### EXERCISE MATERIAL
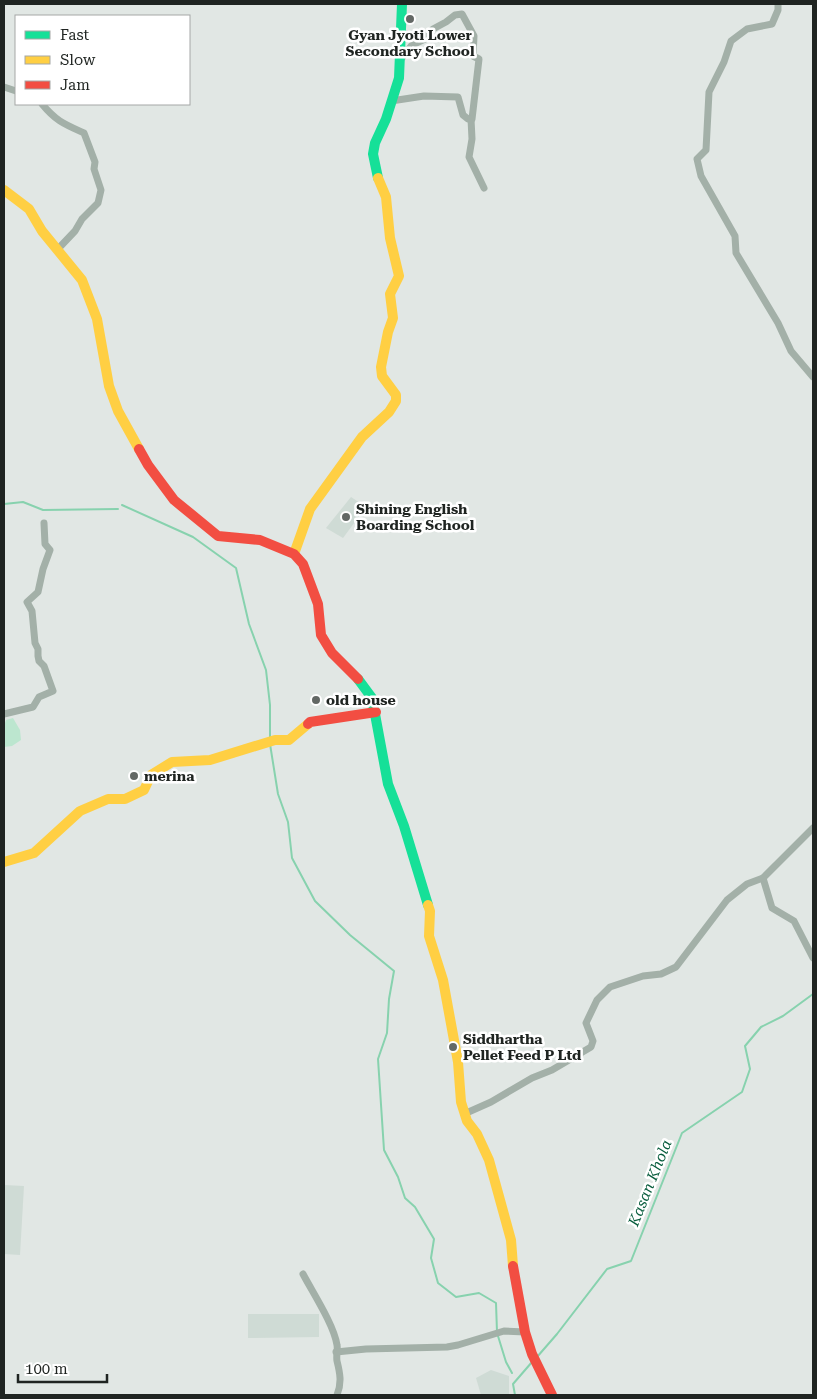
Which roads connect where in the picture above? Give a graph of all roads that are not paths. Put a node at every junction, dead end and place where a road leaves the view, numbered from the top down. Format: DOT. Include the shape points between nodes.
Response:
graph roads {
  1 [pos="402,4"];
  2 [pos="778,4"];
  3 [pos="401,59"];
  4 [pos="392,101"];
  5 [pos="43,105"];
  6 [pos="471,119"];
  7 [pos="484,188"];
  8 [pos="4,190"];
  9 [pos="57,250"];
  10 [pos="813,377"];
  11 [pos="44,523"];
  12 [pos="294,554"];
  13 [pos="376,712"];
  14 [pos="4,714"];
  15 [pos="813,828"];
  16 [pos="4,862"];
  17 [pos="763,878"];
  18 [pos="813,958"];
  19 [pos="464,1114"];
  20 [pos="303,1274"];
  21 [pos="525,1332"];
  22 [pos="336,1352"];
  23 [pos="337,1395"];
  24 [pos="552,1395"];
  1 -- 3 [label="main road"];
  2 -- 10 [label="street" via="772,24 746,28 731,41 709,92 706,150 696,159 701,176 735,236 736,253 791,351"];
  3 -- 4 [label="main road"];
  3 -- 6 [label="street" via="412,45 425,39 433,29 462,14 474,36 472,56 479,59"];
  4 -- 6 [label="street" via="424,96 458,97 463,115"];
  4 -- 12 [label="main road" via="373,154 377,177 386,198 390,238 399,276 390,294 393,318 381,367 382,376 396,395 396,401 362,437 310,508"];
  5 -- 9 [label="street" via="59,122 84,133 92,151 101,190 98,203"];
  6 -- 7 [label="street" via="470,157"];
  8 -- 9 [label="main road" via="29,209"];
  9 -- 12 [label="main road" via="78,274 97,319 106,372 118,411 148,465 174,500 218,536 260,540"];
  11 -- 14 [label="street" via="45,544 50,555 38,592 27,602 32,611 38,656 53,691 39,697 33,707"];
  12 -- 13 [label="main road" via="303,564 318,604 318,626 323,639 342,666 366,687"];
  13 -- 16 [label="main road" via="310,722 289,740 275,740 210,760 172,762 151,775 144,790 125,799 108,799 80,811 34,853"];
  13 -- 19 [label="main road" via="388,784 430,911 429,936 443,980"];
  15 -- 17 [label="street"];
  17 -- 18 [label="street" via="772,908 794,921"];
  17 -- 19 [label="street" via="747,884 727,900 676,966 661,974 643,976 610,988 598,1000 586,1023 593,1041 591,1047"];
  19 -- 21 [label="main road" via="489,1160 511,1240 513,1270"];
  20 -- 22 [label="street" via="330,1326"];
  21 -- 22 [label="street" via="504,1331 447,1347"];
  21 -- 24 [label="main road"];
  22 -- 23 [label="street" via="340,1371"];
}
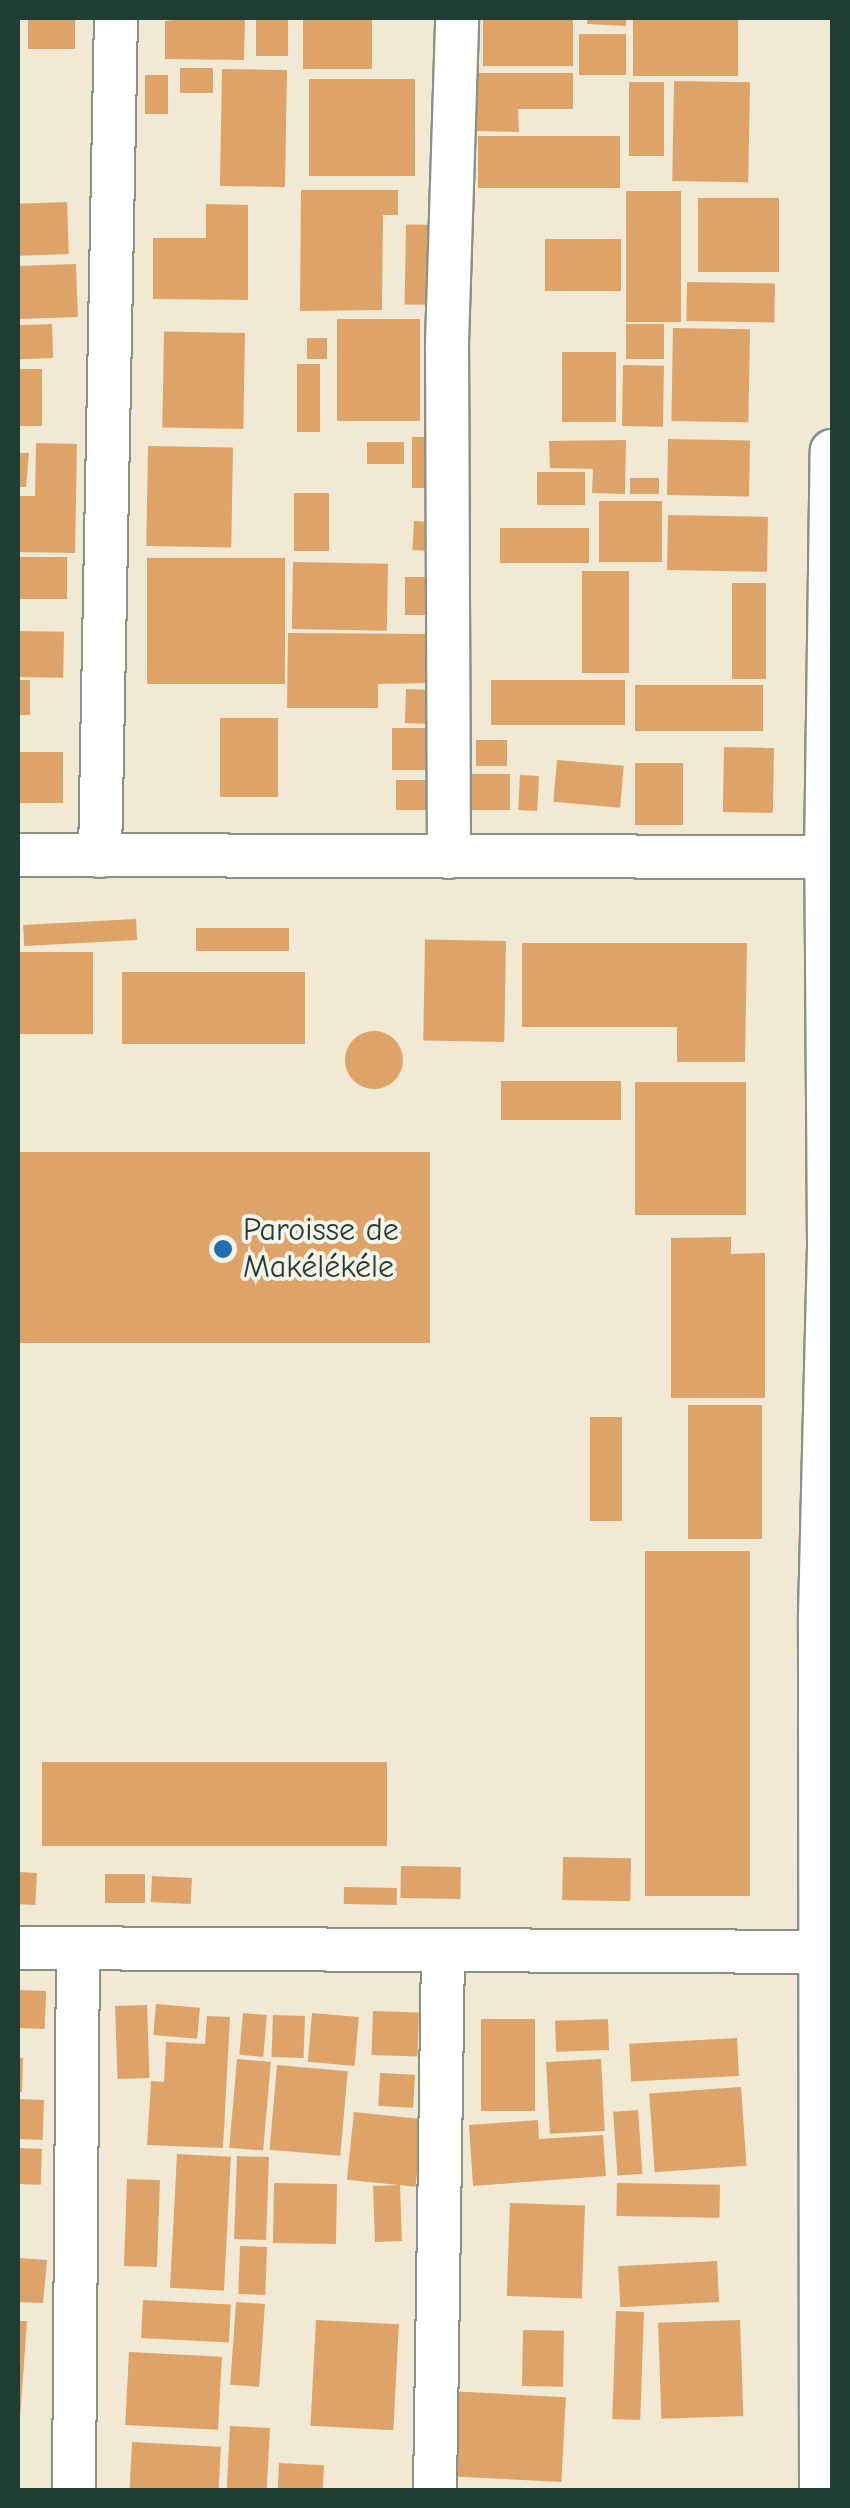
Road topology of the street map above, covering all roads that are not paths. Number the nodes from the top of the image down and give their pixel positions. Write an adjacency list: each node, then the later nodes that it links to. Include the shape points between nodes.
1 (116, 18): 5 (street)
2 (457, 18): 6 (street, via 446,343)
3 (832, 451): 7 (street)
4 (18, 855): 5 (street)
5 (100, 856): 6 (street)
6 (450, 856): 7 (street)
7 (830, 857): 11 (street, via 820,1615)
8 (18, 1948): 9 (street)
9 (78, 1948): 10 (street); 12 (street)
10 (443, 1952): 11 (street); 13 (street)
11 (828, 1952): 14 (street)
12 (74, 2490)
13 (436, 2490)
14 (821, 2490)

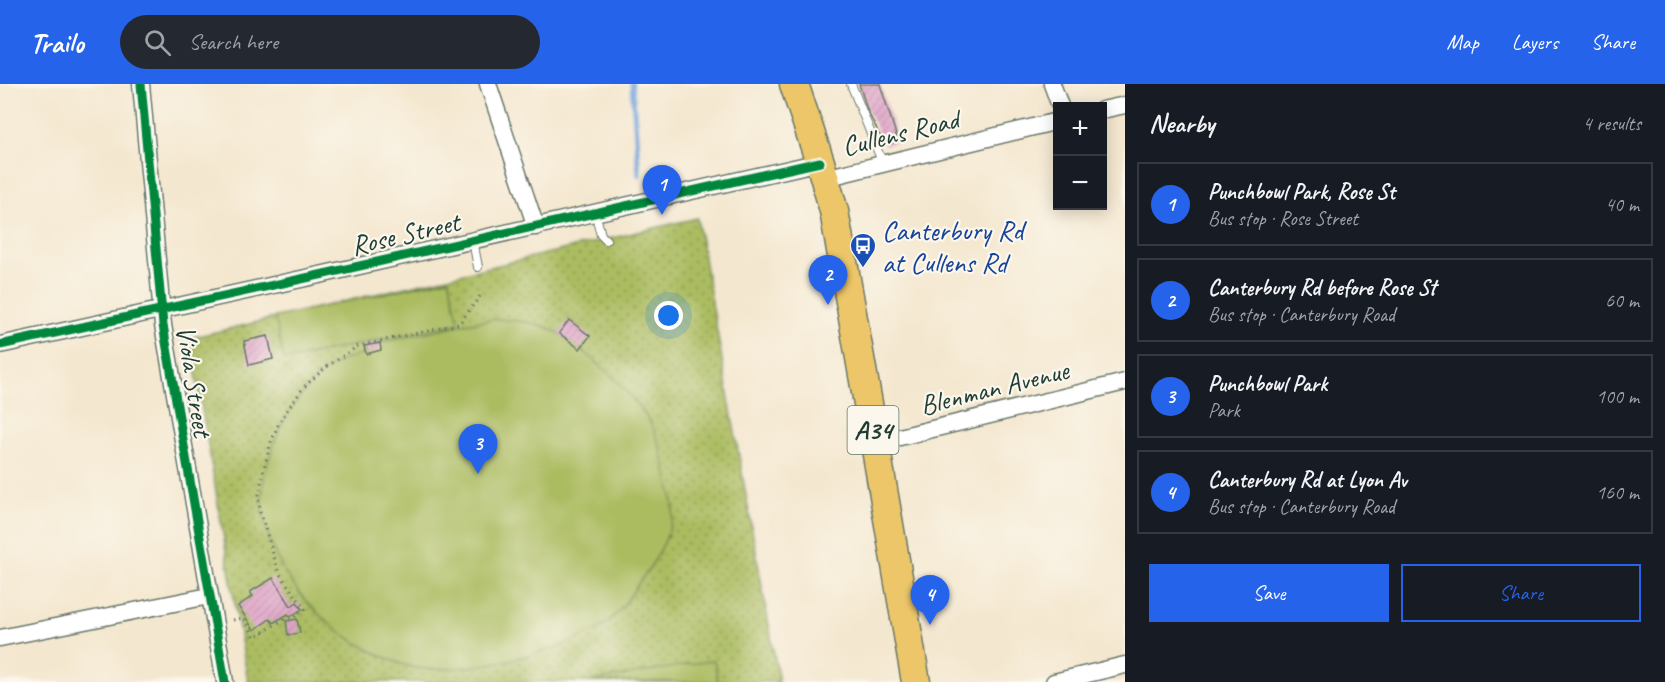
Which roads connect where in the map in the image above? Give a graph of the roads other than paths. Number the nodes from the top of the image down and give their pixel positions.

### WORK INSTRUCTION
Write every line above again exactly, but leave the pictures out.

### TASK RESULT
Which roads connect where in the picture above? Give a graph of all roads that are not paths. Put a node at every junction, dead end and place where a road leaves the view, numbered from the top down. Format: DOT. Include the shape points between nodes.
Response:
graph roads {
  1 [pos="402,4"];
  2 [pos="778,4"];
  3 [pos="401,59"];
  4 [pos="392,101"];
  5 [pos="43,105"];
  6 [pos="471,119"];
  7 [pos="484,188"];
  8 [pos="4,190"];
  9 [pos="57,250"];
  10 [pos="813,377"];
  11 [pos="44,523"];
  12 [pos="294,554"];
  13 [pos="376,712"];
  14 [pos="4,714"];
  15 [pos="813,828"];
  16 [pos="4,862"];
  17 [pos="763,878"];
  18 [pos="813,958"];
  19 [pos="464,1114"];
  20 [pos="303,1274"];
  21 [pos="525,1332"];
  22 [pos="336,1352"];
  23 [pos="337,1395"];
  24 [pos="552,1395"];
  1 -- 3 [label="main road"];
  2 -- 10 [label="street" via="772,24 746,28 731,41 709,92 706,150 696,159 701,176 735,236 736,253 791,351"];
  3 -- 4 [label="main road"];
  3 -- 6 [label="street" via="412,45 425,39 433,29 462,14 474,36 472,56 479,59"];
  4 -- 6 [label="street" via="424,96 458,97 463,115"];
  4 -- 12 [label="main road" via="373,154 377,177 386,198 390,238 399,276 390,294 393,318 381,367 382,376 396,395 396,401 362,437 310,508"];
  5 -- 9 [label="street" via="59,122 84,133 92,151 101,190 98,203"];
  6 -- 7 [label="street" via="470,157"];
  8 -- 9 [label="main road" via="29,209"];
  9 -- 12 [label="main road" via="78,274 97,319 106,372 118,411 148,465 174,500 218,536 260,540"];
  11 -- 14 [label="street" via="45,544 50,555 38,592 27,602 32,611 38,656 53,691 39,697 33,707"];
  12 -- 13 [label="main road" via="303,564 318,604 318,626 323,639 342,666 366,687"];
  13 -- 16 [label="main road" via="310,722 289,740 275,740 210,760 172,762 151,775 144,790 125,799 108,799 80,811 34,853"];
  13 -- 19 [label="main road" via="388,784 430,911 429,936 443,980"];
  15 -- 17 [label="street"];
  17 -- 18 [label="street" via="772,908 794,921"];
  17 -- 19 [label="street" via="747,884 727,900 676,966 661,974 643,976 610,988 598,1000 586,1023 593,1041 591,1047"];
  19 -- 21 [label="main road" via="489,1160 511,1240 513,1270"];
  20 -- 22 [label="street" via="330,1326"];
  21 -- 22 [label="street" via="504,1331 447,1347"];
  21 -- 24 [label="main road"];
  22 -- 23 [label="street" via="340,1371"];
}
Road topology of the street map above, covering all roads that are not paths. Number the nodes from the top of the image down and give their pixel positions. Write an adjacency list: each node, then the later nodes that it links to. Include the shape points between nodes.
1 (116, 18): 5 (street)
2 (457, 18): 6 (street, via 446,343)
3 (832, 451): 7 (street)
4 (18, 855): 5 (street)
5 (100, 856): 6 (street)
6 (450, 856): 7 (street)
7 (830, 857): 11 (street, via 820,1615)
8 (18, 1948): 9 (street)
9 (78, 1948): 10 (street); 12 (street)
10 (443, 1952): 11 (street); 13 (street)
11 (828, 1952): 14 (street)
12 (74, 2490)
13 (436, 2490)
14 (821, 2490)

Which roads connect where in the map in the image above? Give a graph of the roads other than paths. Number the nodes from the top of the image down and give their pixel positions.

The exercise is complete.